Fogem dos locais com mais movimento, têm medo que tropecem neles. Quantos não
desejariam, acima de tudo, ser independentes e não precisar dos outros para tudo! E,
no entanto, são muitas vezes a imagem mesmo da dependência. O que só aumenta o
seu sofrimento. Porque padecem de tudo: da dependência e da solidão. Da
dependência dos outros e da solidão sem os outros.
A sociedade, para os velhos, não voltará a ser o que muitos pensam e nem
sempre foi verdade: o fim de vida passava-se com as novas gerações.
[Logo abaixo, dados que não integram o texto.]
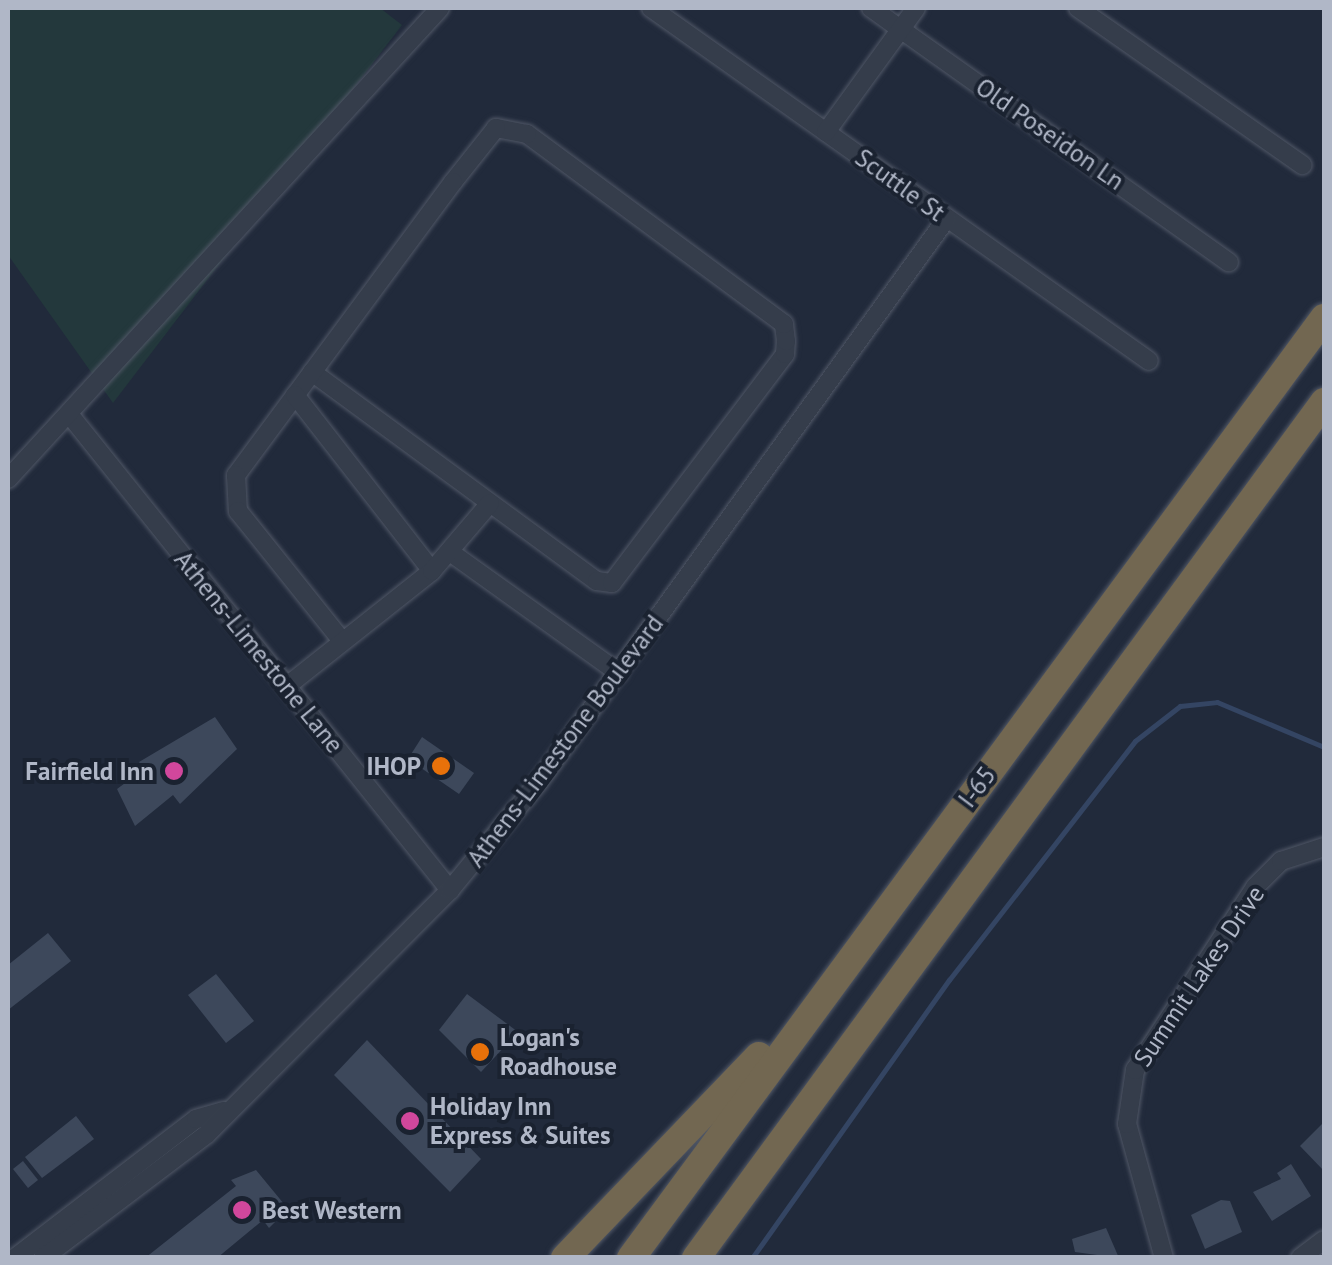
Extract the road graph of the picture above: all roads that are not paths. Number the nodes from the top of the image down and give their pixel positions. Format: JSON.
{"nodes":[{"id":1,"x":651,"y":8,"type":"edge"},
{"id":2,"x":871,"y":8,"type":"edge"},
{"id":3,"x":916,"y":8,"type":"edge"},
{"id":4,"x":1078,"y":8,"type":"edge"},
{"id":5,"x":439,"y":9,"type":"edge"},
{"id":6,"x":901,"y":28,"type":"junction"},
{"id":7,"x":826,"y":132,"type":"junction"},
{"id":8,"x":1302,"y":165,"type":"dead end"},
{"id":9,"x":946,"y":218,"type":"junction"},
{"id":10,"x":1229,"y":262,"type":"dead end"},
{"id":11,"x":1324,"y":318,"type":"edge"},
{"id":12,"x":1149,"y":361,"type":"dead end"},
{"id":13,"x":312,"y":372,"type":"junction"},
{"id":14,"x":295,"y":395,"type":"junction"},
{"id":15,"x":1324,"y":402,"type":"edge"},
{"id":16,"x":69,"y":414,"type":"junction"},
{"id":17,"x":8,"y":479,"type":"edge"},
{"id":18,"x":490,"y":503,"type":"junction"},
{"id":19,"x":450,"y":552,"type":"junction"},
{"id":20,"x":432,"y":571,"type":"junction"},
{"id":21,"x":342,"y":640,"type":"junction"},
{"id":22,"x":618,"y":673,"type":"junction"},
{"id":23,"x":287,"y":686,"type":"junction"},
{"id":24,"x":1324,"y":848,"type":"edge"},
{"id":25,"x":450,"y":890,"type":"junction"},
{"id":26,"x":842,"y":968,"type":"junction"},
{"id":27,"x":224,"y":1111,"type":"junction"},
{"id":28,"x":769,"y":1162,"type":"junction"},
{"id":29,"x":1324,"y":1240,"type":"edge"},
{"id":30,"x":15,"y":1258,"type":"edge"},
{"id":31,"x":43,"y":1258,"type":"edge"},
{"id":32,"x":565,"y":1258,"type":"edge"},
{"id":33,"x":630,"y":1258,"type":"edge"},
{"id":34,"x":696,"y":1258,"type":"edge"},
{"id":35,"x":716,"y":1258,"type":"edge"},
{"id":36,"x":1164,"y":1258,"type":"edge"},
{"id":37,"x":1300,"y":1258,"type":"edge"}],
"edges":[{"from":1,"to":7,"type":"street","name":"Scuttle St"},
{"from":2,"to":6,"type":"street","name":"Old Poseidon Ln"},
{"from":3,"to":6,"type":"street"},
{"from":4,"to":8,"type":"street"},
{"from":5,"to":16,"type":"street"},
{"from":6,"to":7,"type":"street"},
{"from":6,"to":10,"type":"street","name":"Old Poseidon Ln"},
{"from":7,"to":9,"type":"street","name":"Scuttle St"},
{"from":9,"to":12,"type":"street","name":"Scuttle St"},
{"from":9,"to":22,"type":"street","name":"Athens-Limestone Boulevard"},
{"from":11,"to":26,"type":"highway","name":"I-65"},
{"from":13,"to":14,"type":"street"},
{"from":13,"to":18,"type":"street"},
{"from":13,"to":18,"type":"street"},
{"from":14,"to":20,"type":"street"},
{"from":14,"to":21,"type":"street"},
{"from":15,"to":28,"type":"highway"},
{"from":16,"to":17,"type":"street"},
{"from":16,"to":23,"type":"street","name":"Athens-Limestone Lane"},
{"from":18,"to":19,"type":"street"},
{"from":19,"to":20,"type":"street"},
{"from":19,"to":22,"type":"street"},
{"from":20,"to":21,"type":"street"},
{"from":21,"to":23,"type":"street"},
{"from":22,"to":25,"type":"street","name":"Athens-Limestone Boulevard"},
{"from":23,"to":25,"type":"street","name":"Athens-Limestone Lane"},
{"from":24,"to":36,"type":"street","name":"Summit Lakes Drive"},
{"from":25,"to":27,"type":"street","name":"Athens-Limestone Boulevard"},
{"from":26,"to":32,"type":"highway"},
{"from":26,"to":33,"type":"highway","name":"I-65"},
{"from":27,"to":30,"type":"street","name":"Athens-Limestone Boulevard"},
{"from":27,"to":31,"type":"street","name":"Athens-Limestone Boulevard"},
{"from":28,"to":34,"type":"highway"},
{"from":28,"to":35,"type":"highway"},
{"from":29,"to":37,"type":"street"}]}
Não é possível
imaginar uma evolução tal que os idosos possam um dia terminar os seus dias em
companhia daqueles de quem gostam, os do seu sangue e da sua história. O problema
é sério. Obrigados a trabalhar dias inteiros, homens e mulheres, filhos e filhas, netos e
netas, não podem passar os dias a tratar dos seus velhos e a fazer-lhes companhia.
Conhecemos, neste século, mil e um progressos: culturais, políticos, sanitários,
tecnológicos e de bem-estar. Mas, num caso, talvez num só, o dos idosos, conhecemos
mais regressos e crueldade do que progressos. As gerações activas separam-se dos
seus idosos de modo irreversível. A sociedade está organizada para quem produz.
Eventualmente para quem virá a render amanhã. Mas não está, definitivamente não
está organizada para quem cumpriu o seu tempo e os seus deveres, para quem já
rendeu e produziu, para quem espera acabar com algum calor e morrer em paz. Para
esses, as famílias e os poderes preparam instituições e mecanismos capazes, não de
lhes dar o que precisam, mas de lhes fornecer aquilo de que nós precisamos: ver os
velhos à distância. Sozinhos ou em lares. Arrumados. As sociedades da eficácia e da
competitividade querem os velhos estacionados, tão imóveis quanto possível, tão
amestrados quanto imaginável e tanto de boa saúde quanto for útil para os outros, os
mais novos: a isso, chamam-lhe conforto. Ou solidariedade.
Para além de tudo o mais que não possuem (força física, resistência, esperança,
poder de compra...), os idosos não têm capacidade reivindicativa. Quer isto dizer que
os poderes públicos, os afortunados, as organizações sociais e todos os grupos
humanos só acodem aos velhos se a tal forem forçados. Ou por interesse e egoísmo.
Por isso os esquecem e desprezam. Tratar dos idosos sem interesse e por afecto: é a
mais drástica prova que as sociedades enfrentam, a prova da sua humanidade. Pelo
que conhecemos hoje, a resposta não é famosa. Em vez de promover a actividade e de
prolongar o tempo de utilidade e ocupação, as sociedades esmeram-se em cuidar do
limite de idade.

Há, todavia, uma boa notícia para os velhos. Lentamente, vão adquirindo uma
força inesperada: a sua capacidade eleitoral. Dentro de alguns anos, serão mais do que
um terço do eleitorado. Nessa altura, quando os adultos precisarem deles, os velhos
terão tudo. Menos afecto e companhia.

BARRETO, António – Os Velhos, 10 de Dezembro de 2000

1. Explique de que forma a sociedade encara os idosos.

2. Enuncie os mecanismos que o Estado coloca à disposição do idoso.

3. Comente o último parágrafo do texto.